Um governante sério estimulará contatos de sua equipe com especialistas conhecidos e respeitados, como Paulo Tafner, autor de uma complexa e cuidadosa proposta de reforma, e Fabio Giambiagi, veterano estudioso dos problemas da Previdência.
Em relação à reforma tributária, a referência mais óbvia, pelo menos para quem acompanha regularmente esses debates, é a proposta apresentada pelo economista Bernard Appy. Há, naturalmente, outros especialistas preparados para acrescentar detalhes interessantes. O sistema tributário é claramente desatualizado. Além de regressivo, é pouco funcional, por incidir pesadamente sobre a produção e sobre o investimento e reduzir o poder de competição internacional.
As mudanças defendidas pelos candidatos têm muita pirotecnia e pouca avaliação prática. Um lado valoriza a simplificação dos tributos. O outro, a justiça. Mas nenhum dos dois desenhos passou pelo exame crítico dos efeitos sobre as contas públicas e a economia.

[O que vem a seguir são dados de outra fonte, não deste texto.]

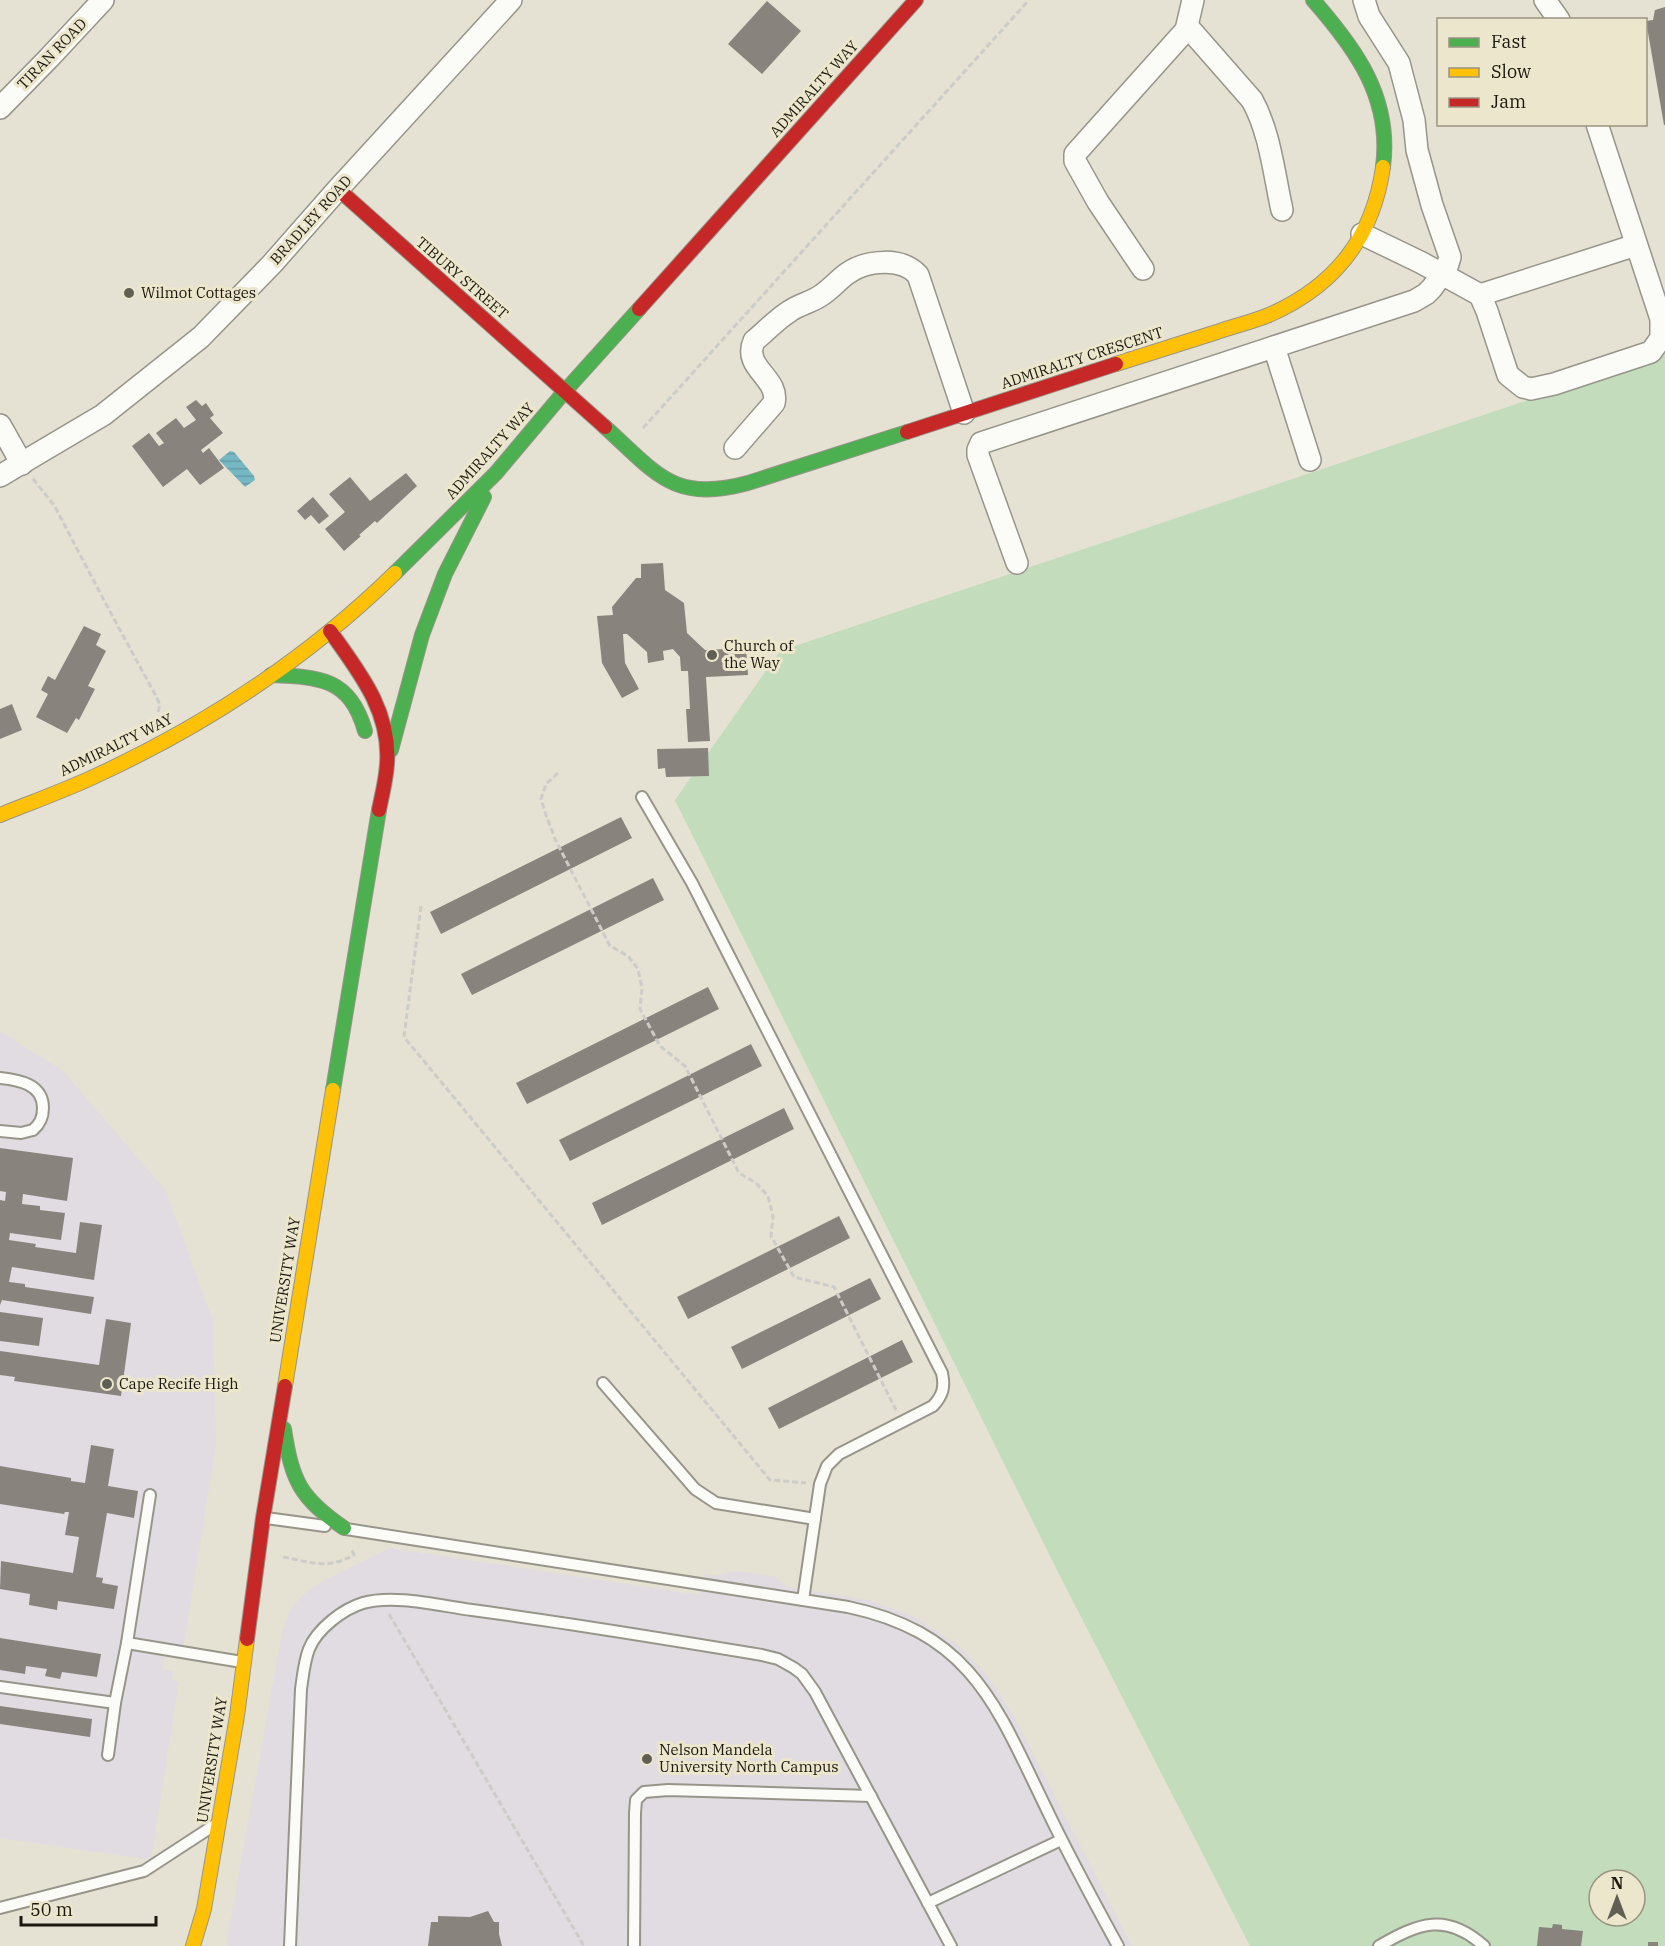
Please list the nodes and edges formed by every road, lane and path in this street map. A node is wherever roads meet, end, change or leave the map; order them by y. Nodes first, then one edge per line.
1 (103, 0) edge
2 (511, 0) edge
3 (916, 0) edge
4 (1029, 0) edge
5 (1193, 0) edge
6 (1313, 0) edge
7 (1364, 0) edge
8 (1545, 0) edge
9 (1558, 18) edge
10 (1188, 27) junction
11 (0, 108) edge
12 (1598, 126) edge
13 (338, 189) junction
14 (1282, 210) dead end
15 (1362, 234) junction
16 (1636, 246) junction
17 (1143, 269) dead end
18 (1442, 275) junction
19 (1480, 295) junction
20 (1274, 346) junction
21 (565, 391) junction
22 (964, 413) junction
23 (0, 426) edge
24 (626, 447) junction
25 (735, 448) dead end
26 (1310, 460) dead end
27 (22, 464) junction
28 (496, 474) junction
29 (0, 476) edge
30 (1017, 562) dead end
31 (330, 631) junction
32 (271, 675) junction
33 (160, 705) dead end
34 (367, 745) dead end
35 (387, 764) junction
36 (558, 773) dead end
37 (372, 776) dead end
38 (642, 797) dead end
39 (0, 815) edge
40 (377, 821) junction
41 (421, 906) dead end
42 (0, 1078) edge
43 (0, 1131) edge
44 (603, 1383) dead end
45 (282, 1402) junction
46 (902, 1422) junction
47 (820, 1484) junction
48 (150, 1495) dead end
49 (263, 1518) junction
50 (815, 1519) junction
51 (344, 1528) junction
52 (258, 1554) junction
53 (381, 1600) junction
54 (803, 1600) junction
55 (127, 1643) junction
56 (245, 1663) junction
57 (0, 1687) edge
58 (115, 1703) junction
59 (108, 1755) dead end
60 (871, 1796) junction
61 (219, 1822) junction
62 (1061, 1840) junction
63 (928, 1903) junction
64 (0, 1908) edge
65 (192, 1946) edge
66 (290, 1946) edge
67 (584, 1946) edge
68 (634, 1946) edge
69 (951, 1946) edge
70 (1118, 1946) edge
71 (1379, 1946) edge
72 (1484, 1946) edge

1 - 11 street, TIRAN ROAD
2 - 13 street, BRADLEY ROAD
3 - 21 street, ADMIRALTY WAY
4 - 24 path
5 - 10 street
6 - 15 street, ADMIRALTY CRESCENT
7 - 18 street
8 - 9 street
10 - 14 street
10 - 17 street
12 - 16 street
13 - 21 street, TIBURY STREET
13 - 27 street, BRADLEY ROAD
15 - 18 street
15 - 22 street, ADMIRALTY CRESCENT
16 - 19 street
16 - 19 street
18 - 19 street
18 - 20 street
20 - 26 street
20 - 30 street
21 - 24 street, ADMIRALTY CRESCENT
21 - 28 street, ADMIRALTY WAY
22 - 24 street, ADMIRALTY CRESCENT
22 - 25 street
23 - 27 street
27 - 29 street, BRADLEY ROAD
27 - 33 path
28 - 31 street, ADMIRALTY WAY
28 - 35 street
31 - 32 street, ADMIRALTY WAY
31 - 35 street, UNIVERSITY WAY
32 - 34 street
32 - 39 street, ADMIRALTY WAY
35 - 40 street, UNIVERSITY WAY
36 - 46 path
37 - 40 street
38 - 46 lane
40 - 45 street, UNIVERSITY WAY
41 - 47 path
42 - 43 lane
44 - 50 lane
45 - 49 street, UNIVERSITY WAY
45 - 51 street
46 - 47 lane
47 - 50 lane
48 - 55 lane
49 - 51 lane
49 - 52 street, UNIVERSITY WAY
50 - 54 lane
51 - 52 path
51 - 54 lane
52 - 56 street, UNIVERSITY WAY
53 - 60 lane
53 - 66 lane
53 - 67 path
54 - 62 lane
55 - 56 lane
55 - 58 lane
56 - 61 street, UNIVERSITY WAY
57 - 58 lane
58 - 59 lane
60 - 63 lane
60 - 68 lane
61 - 64 lane
61 - 65 street, UNIVERSITY WAY
62 - 63 lane
62 - 70 lane
63 - 69 lane
71 - 72 lane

Quanto à diplomacia, um lado propõe a continuação do fracassado e custoso terceiro-mundismo petista, com laivos bolivarianos. O outro se inspira no trumpismo. Uma das figuras próximas do candidato Bolsonaro falou em abandono do Acordo de Paris sobre o clima. Conselheiros desse tipo comprometem qualquer governo.
Nenhum país precisa de um imitador de Trump ou de uma encarnação mediúnica de Lula, o presidiário ligado à maior pilhagem realizada contra o Estado brasileiro. Pensar nesses dados será um bom começo para o eleito, seja quem for.